FREMONT, CA: The growth of distributed energy resources (DERs), the adoption of the smart grid idea, and the recognition of the electric power system as a significant component of larger structures have all had a significant impact on the transmission and distribution (T&D) grid, in particular. The latter involves the birth and growing interest in the idea of smart cities, as well as the complex interactions between electric power grids and other crucial infrastructures like water, gas, and telecommunications systems. Investments in essential T&D infrastructures and the adoption of cutting-edge and emerging technologies have been motivated by regulatory requirements and financial incentives to solve issues and societal concerns related to these features. The enhancement of grid resilience and the incorporation of renewable power are among the issues; societal considerations include enhancing the livability, employability, and sustainability of cities. To overcome these obstacles and seize the related opportunities, the utility and grid of the future need to find solutions.
Grid resiliency has recently drawn a lot of attention due to the economic effects of weather-related outages, particularly those brought on by extreme weather disasters like Superstorm Sandy. The average yearly cost of power disruptions brought on by severe weather is estimated to be between USD 18 billion and USD 33 billion. Grid resiliency includes factors including labour availability, T&D reliability, grid hardening, ageing infrastructures, physical security, and cybersecurity. In a digital economy, grid dependability is essential for maintaining efficiency and competitiveness. These conclusions are instructive and point out a gap that has to be filled, even though this comparison should also take into consideration significant elements and fundamental causes such as electricity pricing, which also reflect end consumers' willingness to pay for a particular reliability level.

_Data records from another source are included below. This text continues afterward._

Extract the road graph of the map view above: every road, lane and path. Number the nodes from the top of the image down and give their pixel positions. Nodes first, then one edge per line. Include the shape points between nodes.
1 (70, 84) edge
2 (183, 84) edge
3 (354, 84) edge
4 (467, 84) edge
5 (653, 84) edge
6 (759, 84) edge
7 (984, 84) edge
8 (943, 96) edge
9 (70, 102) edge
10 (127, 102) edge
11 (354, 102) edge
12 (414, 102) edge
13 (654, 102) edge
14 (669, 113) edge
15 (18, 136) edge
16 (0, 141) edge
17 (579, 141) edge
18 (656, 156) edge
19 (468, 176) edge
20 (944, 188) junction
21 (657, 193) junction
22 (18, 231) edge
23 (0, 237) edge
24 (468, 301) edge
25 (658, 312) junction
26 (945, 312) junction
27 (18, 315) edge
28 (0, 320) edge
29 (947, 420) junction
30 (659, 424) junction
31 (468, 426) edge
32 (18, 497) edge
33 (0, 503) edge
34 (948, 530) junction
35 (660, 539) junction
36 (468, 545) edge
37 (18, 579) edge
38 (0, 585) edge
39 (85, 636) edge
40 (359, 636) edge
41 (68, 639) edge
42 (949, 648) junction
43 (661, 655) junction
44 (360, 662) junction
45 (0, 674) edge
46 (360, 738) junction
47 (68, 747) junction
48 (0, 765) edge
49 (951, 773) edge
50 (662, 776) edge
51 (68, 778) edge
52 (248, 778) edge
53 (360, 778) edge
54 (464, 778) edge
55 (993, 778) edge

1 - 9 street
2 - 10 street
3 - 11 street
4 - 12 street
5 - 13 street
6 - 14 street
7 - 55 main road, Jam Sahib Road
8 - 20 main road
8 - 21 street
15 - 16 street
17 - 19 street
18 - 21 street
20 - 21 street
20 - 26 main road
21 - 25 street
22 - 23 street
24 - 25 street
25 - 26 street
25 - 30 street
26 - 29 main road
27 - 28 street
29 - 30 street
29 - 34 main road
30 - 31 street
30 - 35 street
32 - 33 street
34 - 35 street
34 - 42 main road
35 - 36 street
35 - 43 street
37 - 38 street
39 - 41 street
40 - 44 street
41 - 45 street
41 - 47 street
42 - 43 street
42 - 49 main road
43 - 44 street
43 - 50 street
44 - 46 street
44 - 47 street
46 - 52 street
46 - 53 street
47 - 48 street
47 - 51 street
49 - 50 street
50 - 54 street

Similar to this, recent incidents involving utility facilities, such as the attack on the Metcalf substation by Pacific Gas and Electric, have emphasised the significance of safeguarding the physical security of the electric system. In a similar vein, there has been a lot of discussion over how to complement these expenditures with proper cybersecurity activities due to the broad and quickly expanding deployment of intelligent electronic devices to enhance T&D grid visibility and awareness. Renewable energy sources that aren't hydro are anticipated to increase by 3.2 per cent yearly. Up until 2040, solar energy is anticipated to expand by 7.5 per cent yearly. Therefore, it is anticipated that a combination of infrastructure and technology measures will be used to address the need to integrate increasing volumes of variable renewable power. For instance, the Federal Energy Regulatory Commission Order 1000 abolished the monopoly status or right of first refusal for establishing transmission unless required by states on the infrastructure side. It is anticipated that this will result in more transmission development.

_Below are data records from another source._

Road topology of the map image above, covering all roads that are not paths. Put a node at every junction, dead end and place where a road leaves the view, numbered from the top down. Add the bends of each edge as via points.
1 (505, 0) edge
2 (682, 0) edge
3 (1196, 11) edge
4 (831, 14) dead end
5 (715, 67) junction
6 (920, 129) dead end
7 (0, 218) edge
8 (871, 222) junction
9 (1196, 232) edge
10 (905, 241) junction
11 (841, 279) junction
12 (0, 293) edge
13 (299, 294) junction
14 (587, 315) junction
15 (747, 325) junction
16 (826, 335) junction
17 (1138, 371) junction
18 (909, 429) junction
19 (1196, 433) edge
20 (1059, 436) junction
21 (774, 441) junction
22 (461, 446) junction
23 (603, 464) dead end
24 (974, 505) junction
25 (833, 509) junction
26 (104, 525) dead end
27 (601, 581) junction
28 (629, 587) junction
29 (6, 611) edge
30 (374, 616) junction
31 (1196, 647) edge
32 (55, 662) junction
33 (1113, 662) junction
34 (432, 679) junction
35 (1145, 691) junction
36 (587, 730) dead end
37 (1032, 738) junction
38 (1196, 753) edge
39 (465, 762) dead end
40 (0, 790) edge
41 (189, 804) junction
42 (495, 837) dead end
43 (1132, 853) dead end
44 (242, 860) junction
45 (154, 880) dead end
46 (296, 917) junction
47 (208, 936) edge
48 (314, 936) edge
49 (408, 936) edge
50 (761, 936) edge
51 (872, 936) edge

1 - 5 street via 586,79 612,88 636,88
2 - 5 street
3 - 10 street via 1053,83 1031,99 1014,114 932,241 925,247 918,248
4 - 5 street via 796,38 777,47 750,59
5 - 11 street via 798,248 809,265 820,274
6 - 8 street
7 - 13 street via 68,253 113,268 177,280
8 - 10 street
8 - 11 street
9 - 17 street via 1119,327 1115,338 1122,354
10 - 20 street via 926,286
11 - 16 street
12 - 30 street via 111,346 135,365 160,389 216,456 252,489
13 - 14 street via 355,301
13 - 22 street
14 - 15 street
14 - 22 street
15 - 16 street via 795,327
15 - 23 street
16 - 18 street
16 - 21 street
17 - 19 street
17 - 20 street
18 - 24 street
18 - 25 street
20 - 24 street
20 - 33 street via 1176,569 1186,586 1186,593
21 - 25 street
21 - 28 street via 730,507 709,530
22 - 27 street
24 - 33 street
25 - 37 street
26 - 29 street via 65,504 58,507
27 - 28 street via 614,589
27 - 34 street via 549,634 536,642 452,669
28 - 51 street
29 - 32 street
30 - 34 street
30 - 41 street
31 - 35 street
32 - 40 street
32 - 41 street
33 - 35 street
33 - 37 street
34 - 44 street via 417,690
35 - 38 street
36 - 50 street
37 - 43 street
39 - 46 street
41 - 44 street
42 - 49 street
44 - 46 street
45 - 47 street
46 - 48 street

The smart grid idea is being consolidated, phasor measuring units are being used to perform wide-area monitoring, protection, automation, and control, and operations and information technologies (OT/IT) are combined. To increase system resilience and facilitate the integration of distributed generation (DG) and plug-in electric vehicles, this also includes the deployment of advanced metering infrastructures (AMI) and advanced distribution management systems (ADMS), the emergence of smart inverters, and the application of distributed energy storage and microgrids.